* Task instructions *
Lines in the entries below where the word "network" shows up should each be copied.

BEGIN Dataset records

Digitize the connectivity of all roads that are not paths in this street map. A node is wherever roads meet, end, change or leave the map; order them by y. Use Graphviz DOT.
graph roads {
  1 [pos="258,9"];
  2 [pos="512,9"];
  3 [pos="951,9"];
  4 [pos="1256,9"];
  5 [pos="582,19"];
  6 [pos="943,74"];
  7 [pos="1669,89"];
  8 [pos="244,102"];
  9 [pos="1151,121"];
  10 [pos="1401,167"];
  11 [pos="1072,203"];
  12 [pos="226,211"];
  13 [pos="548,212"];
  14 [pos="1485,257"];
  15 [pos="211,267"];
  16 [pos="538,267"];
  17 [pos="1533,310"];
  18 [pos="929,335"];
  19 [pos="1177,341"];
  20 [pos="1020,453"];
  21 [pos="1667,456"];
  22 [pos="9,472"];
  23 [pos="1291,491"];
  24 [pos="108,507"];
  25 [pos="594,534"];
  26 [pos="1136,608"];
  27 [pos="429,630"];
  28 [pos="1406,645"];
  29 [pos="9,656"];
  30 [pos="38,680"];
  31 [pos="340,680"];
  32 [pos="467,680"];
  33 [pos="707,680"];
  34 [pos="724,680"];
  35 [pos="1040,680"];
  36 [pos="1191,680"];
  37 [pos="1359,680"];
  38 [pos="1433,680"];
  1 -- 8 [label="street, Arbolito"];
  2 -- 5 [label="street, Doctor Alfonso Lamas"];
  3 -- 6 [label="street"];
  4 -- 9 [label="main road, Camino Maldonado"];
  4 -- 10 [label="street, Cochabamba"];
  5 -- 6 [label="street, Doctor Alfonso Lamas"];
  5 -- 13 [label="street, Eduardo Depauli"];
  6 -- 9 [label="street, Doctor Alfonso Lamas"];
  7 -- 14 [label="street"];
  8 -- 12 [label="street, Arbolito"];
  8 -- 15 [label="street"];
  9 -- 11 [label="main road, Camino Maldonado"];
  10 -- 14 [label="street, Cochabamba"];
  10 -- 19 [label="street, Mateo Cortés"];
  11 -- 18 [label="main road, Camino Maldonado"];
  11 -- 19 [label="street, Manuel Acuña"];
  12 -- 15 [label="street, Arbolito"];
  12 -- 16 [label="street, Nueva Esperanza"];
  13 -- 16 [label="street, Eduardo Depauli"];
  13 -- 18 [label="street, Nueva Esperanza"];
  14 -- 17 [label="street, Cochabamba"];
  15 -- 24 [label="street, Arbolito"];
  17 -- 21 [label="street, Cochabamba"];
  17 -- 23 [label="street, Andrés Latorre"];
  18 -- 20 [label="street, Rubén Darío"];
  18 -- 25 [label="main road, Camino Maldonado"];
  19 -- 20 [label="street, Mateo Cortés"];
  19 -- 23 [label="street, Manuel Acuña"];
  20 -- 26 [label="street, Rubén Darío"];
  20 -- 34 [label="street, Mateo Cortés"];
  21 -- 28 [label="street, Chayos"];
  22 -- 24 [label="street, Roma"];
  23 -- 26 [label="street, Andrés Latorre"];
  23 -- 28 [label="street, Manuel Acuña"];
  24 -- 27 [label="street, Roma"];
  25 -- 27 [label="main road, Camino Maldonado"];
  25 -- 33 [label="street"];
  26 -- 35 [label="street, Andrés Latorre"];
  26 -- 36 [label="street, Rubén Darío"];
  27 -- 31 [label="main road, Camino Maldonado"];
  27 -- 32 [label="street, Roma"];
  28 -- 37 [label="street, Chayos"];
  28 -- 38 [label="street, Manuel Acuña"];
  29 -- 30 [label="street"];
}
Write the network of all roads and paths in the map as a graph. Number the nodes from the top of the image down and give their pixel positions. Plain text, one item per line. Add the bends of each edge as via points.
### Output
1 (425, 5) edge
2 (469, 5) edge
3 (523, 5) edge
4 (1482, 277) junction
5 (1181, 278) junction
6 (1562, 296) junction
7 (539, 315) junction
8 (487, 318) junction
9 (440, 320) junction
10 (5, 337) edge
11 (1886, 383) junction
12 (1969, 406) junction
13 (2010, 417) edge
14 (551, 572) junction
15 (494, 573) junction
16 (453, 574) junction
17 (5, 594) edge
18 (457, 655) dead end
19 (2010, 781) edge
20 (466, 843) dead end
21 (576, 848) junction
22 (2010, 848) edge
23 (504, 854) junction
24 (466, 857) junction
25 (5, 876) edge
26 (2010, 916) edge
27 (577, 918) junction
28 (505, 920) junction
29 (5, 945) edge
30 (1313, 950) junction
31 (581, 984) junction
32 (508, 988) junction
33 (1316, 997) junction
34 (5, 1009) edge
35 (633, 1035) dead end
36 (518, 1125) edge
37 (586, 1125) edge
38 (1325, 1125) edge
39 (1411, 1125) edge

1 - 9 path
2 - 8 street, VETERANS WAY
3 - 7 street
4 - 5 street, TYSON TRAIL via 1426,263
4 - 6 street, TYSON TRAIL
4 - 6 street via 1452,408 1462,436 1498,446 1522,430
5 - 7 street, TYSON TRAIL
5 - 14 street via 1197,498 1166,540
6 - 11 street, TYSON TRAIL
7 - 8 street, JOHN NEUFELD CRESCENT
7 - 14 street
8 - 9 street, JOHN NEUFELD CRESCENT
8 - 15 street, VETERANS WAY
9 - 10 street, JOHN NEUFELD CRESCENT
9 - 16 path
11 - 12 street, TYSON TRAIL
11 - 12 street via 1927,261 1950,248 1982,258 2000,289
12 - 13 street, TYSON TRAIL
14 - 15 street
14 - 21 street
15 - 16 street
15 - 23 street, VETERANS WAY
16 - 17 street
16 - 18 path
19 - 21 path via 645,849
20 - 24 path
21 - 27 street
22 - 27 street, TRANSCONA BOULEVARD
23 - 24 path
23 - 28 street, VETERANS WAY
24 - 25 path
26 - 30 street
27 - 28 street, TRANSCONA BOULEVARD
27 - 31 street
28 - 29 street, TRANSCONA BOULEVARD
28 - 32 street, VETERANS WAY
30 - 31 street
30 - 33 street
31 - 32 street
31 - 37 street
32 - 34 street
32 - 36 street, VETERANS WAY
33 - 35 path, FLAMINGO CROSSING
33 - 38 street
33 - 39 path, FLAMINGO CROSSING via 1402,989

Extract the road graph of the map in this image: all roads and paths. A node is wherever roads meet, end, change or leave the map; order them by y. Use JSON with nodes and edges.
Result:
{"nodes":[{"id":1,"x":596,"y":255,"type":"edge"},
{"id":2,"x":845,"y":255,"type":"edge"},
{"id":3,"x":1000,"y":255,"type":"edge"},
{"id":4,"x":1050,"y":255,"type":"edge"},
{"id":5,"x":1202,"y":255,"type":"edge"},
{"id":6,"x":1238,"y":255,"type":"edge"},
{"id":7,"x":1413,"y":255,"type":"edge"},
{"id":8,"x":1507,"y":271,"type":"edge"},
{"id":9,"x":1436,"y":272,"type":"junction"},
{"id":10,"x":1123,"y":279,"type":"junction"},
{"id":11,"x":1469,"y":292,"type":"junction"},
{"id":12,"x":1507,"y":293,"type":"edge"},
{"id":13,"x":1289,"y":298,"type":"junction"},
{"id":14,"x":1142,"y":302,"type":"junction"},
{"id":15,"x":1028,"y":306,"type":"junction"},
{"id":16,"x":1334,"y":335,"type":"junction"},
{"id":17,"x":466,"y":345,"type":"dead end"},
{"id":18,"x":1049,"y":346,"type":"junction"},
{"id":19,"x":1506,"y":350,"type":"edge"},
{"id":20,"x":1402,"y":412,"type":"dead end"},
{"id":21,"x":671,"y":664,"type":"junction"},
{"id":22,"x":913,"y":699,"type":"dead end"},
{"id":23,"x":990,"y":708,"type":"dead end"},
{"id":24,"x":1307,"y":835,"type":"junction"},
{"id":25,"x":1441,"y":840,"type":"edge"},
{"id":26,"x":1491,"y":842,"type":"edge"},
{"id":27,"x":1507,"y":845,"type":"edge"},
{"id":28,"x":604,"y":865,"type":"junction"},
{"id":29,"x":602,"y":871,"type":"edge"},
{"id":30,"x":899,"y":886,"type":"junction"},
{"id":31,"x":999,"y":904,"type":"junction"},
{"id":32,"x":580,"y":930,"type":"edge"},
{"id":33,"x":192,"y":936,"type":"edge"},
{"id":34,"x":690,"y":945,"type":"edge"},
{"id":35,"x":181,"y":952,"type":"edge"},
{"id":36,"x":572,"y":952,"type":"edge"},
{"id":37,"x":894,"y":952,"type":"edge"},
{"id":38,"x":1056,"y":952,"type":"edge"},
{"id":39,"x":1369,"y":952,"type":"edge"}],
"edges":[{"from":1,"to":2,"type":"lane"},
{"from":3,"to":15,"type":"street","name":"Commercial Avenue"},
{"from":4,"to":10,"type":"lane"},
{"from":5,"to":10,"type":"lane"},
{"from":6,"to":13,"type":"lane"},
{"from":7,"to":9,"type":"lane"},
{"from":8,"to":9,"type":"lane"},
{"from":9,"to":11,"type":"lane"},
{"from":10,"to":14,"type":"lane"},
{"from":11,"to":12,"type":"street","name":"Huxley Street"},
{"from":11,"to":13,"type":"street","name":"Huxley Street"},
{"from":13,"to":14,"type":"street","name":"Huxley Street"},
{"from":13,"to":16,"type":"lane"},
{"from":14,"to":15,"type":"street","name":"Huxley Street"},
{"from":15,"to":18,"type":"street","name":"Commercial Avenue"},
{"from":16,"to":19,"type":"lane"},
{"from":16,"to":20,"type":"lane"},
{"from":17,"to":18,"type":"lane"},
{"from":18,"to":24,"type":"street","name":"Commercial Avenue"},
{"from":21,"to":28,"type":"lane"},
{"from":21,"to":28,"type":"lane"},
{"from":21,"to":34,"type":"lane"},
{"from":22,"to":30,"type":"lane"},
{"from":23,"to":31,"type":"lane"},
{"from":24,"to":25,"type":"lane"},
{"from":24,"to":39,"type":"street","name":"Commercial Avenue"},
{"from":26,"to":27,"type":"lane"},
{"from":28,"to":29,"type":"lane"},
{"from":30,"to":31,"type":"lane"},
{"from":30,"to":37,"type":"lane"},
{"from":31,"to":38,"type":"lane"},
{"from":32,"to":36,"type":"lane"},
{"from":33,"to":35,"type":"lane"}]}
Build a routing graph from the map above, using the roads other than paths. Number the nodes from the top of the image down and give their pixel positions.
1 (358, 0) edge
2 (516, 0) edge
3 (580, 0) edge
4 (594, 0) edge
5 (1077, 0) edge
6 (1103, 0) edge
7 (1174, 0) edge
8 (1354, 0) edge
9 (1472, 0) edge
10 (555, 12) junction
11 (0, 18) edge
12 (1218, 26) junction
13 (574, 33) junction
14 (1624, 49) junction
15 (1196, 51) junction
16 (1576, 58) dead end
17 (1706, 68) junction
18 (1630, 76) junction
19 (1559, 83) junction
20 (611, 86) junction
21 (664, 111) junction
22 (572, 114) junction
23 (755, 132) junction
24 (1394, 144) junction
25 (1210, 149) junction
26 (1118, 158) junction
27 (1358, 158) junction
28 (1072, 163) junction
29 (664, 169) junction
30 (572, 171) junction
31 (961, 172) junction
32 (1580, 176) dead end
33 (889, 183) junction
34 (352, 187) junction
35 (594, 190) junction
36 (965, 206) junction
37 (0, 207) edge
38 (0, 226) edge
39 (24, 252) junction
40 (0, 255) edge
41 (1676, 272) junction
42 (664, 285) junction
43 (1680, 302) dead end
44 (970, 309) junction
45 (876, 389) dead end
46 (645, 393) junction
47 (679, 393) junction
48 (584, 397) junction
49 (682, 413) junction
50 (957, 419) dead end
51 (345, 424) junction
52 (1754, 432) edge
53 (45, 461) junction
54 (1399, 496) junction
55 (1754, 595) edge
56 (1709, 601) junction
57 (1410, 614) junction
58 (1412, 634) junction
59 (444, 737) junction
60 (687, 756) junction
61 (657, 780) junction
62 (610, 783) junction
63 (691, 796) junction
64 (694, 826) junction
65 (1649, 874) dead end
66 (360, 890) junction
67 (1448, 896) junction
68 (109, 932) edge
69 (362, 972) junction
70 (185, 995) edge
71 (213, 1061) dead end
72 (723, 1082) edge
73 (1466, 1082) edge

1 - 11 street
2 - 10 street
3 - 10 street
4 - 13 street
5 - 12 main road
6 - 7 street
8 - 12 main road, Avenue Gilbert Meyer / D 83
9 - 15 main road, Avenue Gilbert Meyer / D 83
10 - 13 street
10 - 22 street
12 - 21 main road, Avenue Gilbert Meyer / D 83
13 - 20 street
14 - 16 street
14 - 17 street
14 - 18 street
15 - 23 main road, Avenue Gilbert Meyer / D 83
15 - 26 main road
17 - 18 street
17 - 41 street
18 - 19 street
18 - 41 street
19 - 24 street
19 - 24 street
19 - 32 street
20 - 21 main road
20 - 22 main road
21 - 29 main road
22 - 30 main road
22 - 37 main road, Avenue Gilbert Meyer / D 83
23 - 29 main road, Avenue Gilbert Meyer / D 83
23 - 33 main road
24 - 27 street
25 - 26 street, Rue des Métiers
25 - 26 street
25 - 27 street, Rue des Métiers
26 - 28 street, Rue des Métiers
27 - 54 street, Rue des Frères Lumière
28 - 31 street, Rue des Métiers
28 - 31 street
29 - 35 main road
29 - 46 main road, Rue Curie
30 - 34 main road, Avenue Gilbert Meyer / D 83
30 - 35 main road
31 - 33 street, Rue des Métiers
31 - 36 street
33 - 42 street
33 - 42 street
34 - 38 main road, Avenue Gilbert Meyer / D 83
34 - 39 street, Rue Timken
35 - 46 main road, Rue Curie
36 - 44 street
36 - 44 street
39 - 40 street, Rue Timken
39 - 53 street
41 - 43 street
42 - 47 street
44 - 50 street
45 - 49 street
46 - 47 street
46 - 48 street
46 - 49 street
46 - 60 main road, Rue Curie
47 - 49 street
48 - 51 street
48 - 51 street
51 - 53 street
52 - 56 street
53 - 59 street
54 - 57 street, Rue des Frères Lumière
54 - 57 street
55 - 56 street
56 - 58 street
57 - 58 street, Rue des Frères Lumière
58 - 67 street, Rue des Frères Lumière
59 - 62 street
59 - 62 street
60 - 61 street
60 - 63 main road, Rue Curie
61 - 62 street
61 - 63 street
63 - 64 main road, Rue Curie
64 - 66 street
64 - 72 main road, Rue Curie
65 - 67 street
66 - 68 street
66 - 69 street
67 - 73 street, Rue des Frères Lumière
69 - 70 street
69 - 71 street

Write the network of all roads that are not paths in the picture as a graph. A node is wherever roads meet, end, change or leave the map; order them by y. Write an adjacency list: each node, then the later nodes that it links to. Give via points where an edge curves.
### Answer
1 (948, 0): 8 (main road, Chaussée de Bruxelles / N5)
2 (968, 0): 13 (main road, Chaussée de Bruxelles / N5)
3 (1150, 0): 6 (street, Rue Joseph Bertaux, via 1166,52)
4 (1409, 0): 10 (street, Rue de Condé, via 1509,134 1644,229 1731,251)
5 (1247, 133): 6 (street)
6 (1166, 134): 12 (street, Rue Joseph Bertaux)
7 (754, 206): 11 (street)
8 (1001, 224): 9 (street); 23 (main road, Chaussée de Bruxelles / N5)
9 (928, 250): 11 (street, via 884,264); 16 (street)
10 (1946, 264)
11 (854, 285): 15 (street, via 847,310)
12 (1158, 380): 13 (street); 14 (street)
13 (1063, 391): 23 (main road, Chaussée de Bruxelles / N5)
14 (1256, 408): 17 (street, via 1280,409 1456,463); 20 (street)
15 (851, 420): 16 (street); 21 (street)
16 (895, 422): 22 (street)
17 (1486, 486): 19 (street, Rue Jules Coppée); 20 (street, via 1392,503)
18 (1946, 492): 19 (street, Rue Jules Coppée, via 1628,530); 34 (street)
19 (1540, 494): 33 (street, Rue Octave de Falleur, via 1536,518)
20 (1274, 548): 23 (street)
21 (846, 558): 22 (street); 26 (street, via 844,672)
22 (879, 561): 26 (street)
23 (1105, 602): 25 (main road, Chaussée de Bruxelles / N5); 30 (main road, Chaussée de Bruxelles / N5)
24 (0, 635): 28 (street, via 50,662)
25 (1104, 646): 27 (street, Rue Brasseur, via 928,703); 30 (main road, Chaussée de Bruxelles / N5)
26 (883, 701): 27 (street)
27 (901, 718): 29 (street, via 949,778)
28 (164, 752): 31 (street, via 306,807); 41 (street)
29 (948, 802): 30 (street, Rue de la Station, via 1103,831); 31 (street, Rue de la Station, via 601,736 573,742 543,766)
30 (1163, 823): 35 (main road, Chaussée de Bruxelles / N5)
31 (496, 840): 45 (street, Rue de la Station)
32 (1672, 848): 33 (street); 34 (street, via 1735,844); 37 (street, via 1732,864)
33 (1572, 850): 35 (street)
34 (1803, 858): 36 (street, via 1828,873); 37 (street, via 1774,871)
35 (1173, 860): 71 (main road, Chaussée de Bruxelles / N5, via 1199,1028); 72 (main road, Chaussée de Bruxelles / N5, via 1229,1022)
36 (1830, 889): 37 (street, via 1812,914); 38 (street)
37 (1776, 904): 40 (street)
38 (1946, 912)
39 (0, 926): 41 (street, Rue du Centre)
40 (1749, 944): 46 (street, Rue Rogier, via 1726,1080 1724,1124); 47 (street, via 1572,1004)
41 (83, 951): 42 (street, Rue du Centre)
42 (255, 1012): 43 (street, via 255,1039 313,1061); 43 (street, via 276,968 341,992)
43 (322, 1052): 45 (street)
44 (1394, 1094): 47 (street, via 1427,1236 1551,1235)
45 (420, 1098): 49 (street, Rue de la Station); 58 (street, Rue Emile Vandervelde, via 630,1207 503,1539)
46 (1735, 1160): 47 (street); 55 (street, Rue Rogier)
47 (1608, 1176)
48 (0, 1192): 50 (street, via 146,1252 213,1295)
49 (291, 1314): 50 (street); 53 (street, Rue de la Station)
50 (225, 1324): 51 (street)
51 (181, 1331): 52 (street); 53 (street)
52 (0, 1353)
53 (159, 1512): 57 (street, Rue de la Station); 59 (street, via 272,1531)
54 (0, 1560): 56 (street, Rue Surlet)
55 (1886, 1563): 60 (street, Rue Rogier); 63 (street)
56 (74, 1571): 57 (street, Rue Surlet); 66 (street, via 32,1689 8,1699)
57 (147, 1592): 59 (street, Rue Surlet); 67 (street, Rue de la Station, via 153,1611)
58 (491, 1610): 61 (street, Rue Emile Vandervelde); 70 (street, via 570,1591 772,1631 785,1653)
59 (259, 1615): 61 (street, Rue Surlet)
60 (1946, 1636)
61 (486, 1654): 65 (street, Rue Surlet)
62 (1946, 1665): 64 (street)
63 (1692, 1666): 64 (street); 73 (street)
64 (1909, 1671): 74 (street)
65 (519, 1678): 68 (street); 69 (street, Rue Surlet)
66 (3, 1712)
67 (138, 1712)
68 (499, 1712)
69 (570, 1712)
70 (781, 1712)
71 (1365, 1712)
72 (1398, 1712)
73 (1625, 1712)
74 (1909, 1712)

END Dataset records

* Answer to the problem *
Write the network of all roads and paths in the map as a graph. Number the nodes from the top of the image down and give their pixel positions. Plain text, one item per line. Add the bends of each edge as via points.
Write the network of all roads that are not paths in the picture as a graph. A node is wherever roads meet, end, change or leave the map; order them by y. Write an adjacency list: each node, then the later nodes that it links to. Give via points where an edge curves.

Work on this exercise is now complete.